The benefits to cashflow could make all the difference in those difficult early days, but of course HMRC is very likely to check first returns for new businesses, so it’s important to have the right support and advice in place.
Making Tax Digital (MTD)
We highly recommend seeking out MTD compliant accounting software as, with few exceptions, HMRC now requires VAT returns to be submitted and maintained digitally. Most of the mainstream suppliers of software have MTD products, but if a business prefers to use a simple spreadsheet it may be possible to use bridging software to comply.
How does additional income impact VAT?
In these days of minimising waste, businesses may plan on boosting sales by finding an alternative purpose for a by-product or ‘waste material’. If so, and this is likely to produce additional sales, the VAT liability should be considered, and any income reported on the VAT return.
What are the VAT rules for e-commerce, exporting and importing?
New e-commerce rules have been introduced since the UK withdrew from the EU and consignments under £135/$150 have specific rules. Additionally, selling through an online marketplace may give other issues to consider, as there are a further set of VAT rules aimed at online sellers.
If sourcing goods or ingredients from the EU, be aware of new border controls for high-risk food being introduced between 2023 and 2025. These are likely to result in higher costs and administrative burdens for bringing goods into the UK. The plans and changes are moving at pace, so we recommend keeping aware and making plans to keep supplied.
Important VAT tips
- We recommend investing in advice at the outset. Nobody wants a nasty surprise from HMRC, so at least for the first year or so of trading it is a wise investment to have professional support.
- When choosing accounting software, make sure the product chosen is MTD compatible.
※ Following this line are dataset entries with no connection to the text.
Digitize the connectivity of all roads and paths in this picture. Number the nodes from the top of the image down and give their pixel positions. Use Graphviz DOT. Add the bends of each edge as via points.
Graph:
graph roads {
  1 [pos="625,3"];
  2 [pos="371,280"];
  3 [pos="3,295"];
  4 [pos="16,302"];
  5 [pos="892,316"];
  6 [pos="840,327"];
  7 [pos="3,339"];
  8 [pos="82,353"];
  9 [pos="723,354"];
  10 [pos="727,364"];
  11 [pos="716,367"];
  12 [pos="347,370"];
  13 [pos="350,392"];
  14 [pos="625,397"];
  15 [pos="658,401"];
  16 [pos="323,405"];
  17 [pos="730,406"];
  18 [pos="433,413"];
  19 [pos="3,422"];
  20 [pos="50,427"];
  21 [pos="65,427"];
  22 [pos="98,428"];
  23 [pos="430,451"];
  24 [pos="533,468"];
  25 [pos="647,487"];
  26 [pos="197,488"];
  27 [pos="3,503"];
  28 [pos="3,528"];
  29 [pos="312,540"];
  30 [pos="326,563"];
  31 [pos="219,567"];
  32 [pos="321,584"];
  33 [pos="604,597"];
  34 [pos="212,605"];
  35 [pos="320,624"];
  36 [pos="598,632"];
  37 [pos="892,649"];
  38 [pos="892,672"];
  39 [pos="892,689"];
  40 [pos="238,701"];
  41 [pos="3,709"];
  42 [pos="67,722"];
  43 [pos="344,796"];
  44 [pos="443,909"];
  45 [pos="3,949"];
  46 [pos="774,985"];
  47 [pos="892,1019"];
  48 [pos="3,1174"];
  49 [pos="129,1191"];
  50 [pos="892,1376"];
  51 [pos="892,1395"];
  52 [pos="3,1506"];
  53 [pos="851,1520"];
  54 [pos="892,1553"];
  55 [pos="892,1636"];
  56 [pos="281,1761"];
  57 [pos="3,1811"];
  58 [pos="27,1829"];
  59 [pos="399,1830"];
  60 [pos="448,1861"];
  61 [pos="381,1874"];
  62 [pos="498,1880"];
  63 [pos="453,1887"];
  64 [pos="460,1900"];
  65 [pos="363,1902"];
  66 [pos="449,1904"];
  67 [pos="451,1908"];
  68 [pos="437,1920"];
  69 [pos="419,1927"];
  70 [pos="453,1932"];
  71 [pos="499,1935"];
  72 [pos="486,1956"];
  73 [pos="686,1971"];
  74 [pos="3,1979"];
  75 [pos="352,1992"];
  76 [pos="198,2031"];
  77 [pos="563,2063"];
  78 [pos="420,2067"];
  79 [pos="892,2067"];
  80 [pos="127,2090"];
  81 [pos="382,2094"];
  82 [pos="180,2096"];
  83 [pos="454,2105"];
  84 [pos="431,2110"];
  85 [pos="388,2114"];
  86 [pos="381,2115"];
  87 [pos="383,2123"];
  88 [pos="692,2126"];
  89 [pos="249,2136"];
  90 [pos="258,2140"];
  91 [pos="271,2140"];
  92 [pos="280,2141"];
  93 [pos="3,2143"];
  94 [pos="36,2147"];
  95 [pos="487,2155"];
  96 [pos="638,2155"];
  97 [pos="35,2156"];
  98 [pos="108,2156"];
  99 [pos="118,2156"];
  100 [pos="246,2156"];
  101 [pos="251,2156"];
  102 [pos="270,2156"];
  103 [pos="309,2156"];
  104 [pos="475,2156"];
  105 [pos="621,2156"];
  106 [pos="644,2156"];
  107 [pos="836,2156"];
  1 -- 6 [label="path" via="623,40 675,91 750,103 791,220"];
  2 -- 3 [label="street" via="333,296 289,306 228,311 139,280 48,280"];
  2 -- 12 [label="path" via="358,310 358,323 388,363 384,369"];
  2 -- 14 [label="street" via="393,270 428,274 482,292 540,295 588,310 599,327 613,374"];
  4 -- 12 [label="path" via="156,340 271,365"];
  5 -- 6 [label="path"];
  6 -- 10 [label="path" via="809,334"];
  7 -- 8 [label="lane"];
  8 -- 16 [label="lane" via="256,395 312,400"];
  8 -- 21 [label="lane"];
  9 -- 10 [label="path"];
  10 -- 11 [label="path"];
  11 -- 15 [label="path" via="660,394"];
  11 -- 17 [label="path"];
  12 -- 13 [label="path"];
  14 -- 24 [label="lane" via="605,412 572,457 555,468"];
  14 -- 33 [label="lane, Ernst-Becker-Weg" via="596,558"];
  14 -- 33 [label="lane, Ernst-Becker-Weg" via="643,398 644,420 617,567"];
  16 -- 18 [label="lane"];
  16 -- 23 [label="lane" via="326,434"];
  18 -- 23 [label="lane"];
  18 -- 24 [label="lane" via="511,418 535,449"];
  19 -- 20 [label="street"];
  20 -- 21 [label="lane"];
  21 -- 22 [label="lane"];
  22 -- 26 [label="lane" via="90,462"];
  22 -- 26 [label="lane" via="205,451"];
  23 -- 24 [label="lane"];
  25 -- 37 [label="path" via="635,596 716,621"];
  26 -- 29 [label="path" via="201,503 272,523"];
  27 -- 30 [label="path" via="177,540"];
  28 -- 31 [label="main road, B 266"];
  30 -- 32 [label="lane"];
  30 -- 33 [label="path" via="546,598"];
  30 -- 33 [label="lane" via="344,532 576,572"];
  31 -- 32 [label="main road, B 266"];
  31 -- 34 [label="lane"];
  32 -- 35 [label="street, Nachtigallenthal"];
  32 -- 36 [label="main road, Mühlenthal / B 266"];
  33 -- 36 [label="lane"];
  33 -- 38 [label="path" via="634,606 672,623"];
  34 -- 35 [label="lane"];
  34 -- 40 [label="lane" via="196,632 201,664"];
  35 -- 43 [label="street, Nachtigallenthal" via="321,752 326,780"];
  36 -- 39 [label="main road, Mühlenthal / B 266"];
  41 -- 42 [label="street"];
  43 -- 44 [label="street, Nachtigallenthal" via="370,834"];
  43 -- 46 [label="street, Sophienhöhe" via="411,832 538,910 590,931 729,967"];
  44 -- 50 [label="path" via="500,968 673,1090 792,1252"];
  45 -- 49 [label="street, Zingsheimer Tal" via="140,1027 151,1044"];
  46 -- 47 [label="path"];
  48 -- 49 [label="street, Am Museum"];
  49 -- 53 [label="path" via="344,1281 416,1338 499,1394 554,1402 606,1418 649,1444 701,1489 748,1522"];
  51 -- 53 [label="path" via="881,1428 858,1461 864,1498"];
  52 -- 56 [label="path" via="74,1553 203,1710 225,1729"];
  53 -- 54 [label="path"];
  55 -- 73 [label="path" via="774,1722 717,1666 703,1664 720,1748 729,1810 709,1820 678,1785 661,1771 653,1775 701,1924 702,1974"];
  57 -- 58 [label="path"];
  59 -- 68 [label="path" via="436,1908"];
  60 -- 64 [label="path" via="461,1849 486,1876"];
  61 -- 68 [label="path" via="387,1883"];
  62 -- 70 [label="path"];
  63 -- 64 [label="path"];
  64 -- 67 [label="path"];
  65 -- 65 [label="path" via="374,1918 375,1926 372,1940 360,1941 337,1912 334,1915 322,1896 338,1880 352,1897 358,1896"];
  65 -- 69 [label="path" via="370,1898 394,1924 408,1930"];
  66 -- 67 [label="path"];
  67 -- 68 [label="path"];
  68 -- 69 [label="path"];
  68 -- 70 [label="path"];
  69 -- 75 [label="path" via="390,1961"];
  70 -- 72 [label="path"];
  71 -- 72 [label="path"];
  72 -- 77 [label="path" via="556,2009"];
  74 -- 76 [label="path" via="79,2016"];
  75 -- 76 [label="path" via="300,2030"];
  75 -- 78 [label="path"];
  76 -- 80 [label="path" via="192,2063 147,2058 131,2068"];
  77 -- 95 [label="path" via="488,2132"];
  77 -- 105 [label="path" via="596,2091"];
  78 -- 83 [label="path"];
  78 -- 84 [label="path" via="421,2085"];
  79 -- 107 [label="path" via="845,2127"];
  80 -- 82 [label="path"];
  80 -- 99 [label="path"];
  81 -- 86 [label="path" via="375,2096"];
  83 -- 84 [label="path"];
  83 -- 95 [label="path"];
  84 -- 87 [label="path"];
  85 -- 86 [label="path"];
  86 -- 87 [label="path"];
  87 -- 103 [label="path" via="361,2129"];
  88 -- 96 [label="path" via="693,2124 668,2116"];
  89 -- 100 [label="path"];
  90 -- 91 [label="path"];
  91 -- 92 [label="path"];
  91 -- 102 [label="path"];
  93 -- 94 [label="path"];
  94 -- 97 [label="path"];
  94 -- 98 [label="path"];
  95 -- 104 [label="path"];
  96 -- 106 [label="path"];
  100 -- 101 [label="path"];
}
- If unsure about the VAT liability of a product, seek advice. It’s simple if a business sells apples and pears but what about additional products – maybe the business turns ‘spoiled’ fruit into a drink? Sometimes VAT rules for food and drink can be quirky and even seasoned professionals may have to seek clearance from HMRC for new innovations. Better to check than to get it wrong.
- Get registered for VAT – even if the business is not yet trading. So long as there is a credible business plan which shows an intention to trade, the sooner the business registers the sooner it will be able to receive refunds of the VAT paid on the costs it is incurring.
- Think about all the income streams the business will have, each may form part of its turnover for VAT purposes, so understanding how they are impacted will be essential. For example, sub-letting kitchen space and holding intellectual property potentially have VAT implications to factor in.
- Where is the business sourcing ingredients and stock from – if suppliers are outside the UK, it will most likely need additional advice from a customs specialist.
- Finally, consider selling platforms and supply chains. Will they involve intermediaries? Are sales made directly to consumers or to wholesalers? There are so many questions, and the options can be overwhelming. Mapping the supply chains both as a buyer and as a seller can help highlight areas of concern so that they can be addressed before they cause issues.